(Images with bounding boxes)

—————

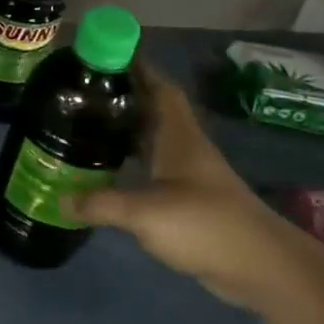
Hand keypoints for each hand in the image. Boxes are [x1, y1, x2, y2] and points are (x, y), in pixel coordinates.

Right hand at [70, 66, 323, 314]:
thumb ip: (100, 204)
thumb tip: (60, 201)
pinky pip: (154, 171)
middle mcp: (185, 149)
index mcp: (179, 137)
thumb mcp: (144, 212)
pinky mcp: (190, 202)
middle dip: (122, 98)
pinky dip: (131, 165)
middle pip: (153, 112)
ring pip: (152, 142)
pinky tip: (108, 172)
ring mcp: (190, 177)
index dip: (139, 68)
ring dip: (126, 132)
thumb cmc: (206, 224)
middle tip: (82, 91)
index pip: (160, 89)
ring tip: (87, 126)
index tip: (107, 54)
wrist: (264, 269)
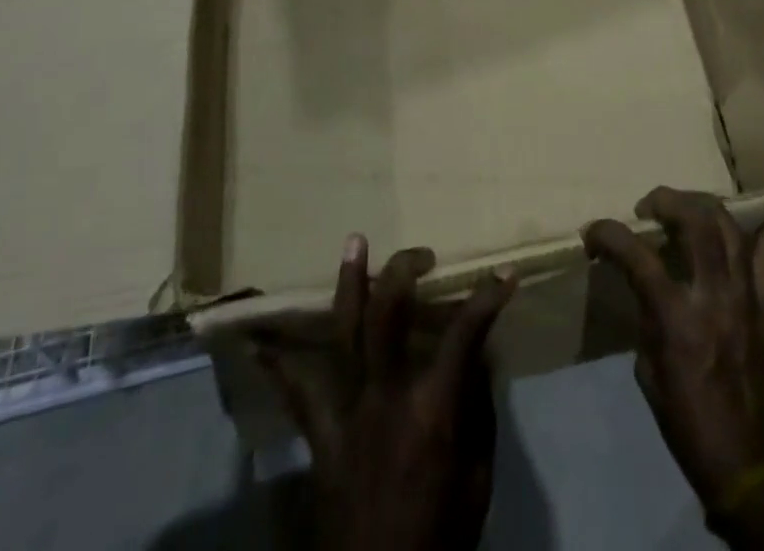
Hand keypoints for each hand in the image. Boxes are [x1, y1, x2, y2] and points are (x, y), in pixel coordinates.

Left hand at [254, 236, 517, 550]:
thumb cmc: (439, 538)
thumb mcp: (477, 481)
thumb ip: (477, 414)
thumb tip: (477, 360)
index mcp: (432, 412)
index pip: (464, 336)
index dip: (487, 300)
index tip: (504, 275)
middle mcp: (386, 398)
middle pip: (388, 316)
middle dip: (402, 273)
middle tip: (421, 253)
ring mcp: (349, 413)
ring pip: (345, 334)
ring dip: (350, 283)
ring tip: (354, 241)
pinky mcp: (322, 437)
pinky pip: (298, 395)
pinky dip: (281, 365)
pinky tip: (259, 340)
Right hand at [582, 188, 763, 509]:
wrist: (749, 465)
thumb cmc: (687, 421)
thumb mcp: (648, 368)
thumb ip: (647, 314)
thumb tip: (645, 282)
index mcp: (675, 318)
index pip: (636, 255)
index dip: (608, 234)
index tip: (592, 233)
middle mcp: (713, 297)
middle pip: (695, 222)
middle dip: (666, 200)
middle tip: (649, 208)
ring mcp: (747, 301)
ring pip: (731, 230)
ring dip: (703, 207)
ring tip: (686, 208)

—————

● **PROBLEM DETAILS**
Check every line above for the string "middle" and copy those that have it.

● **OUTPUT OF THE EXERCISE**
middle mcp: (185, 149)
middle dip: (122, 98)
middle pip: (153, 112)
middle tip: (82, 91)
middle mcp: (386, 398)
middle pip: (388, 316)
middle dip: (402, 273)
middle tip: (421, 253)
middle mcp: (713, 297)
middle pip: (695, 222)
middle dip: (666, 200)
middle tip: (649, 208)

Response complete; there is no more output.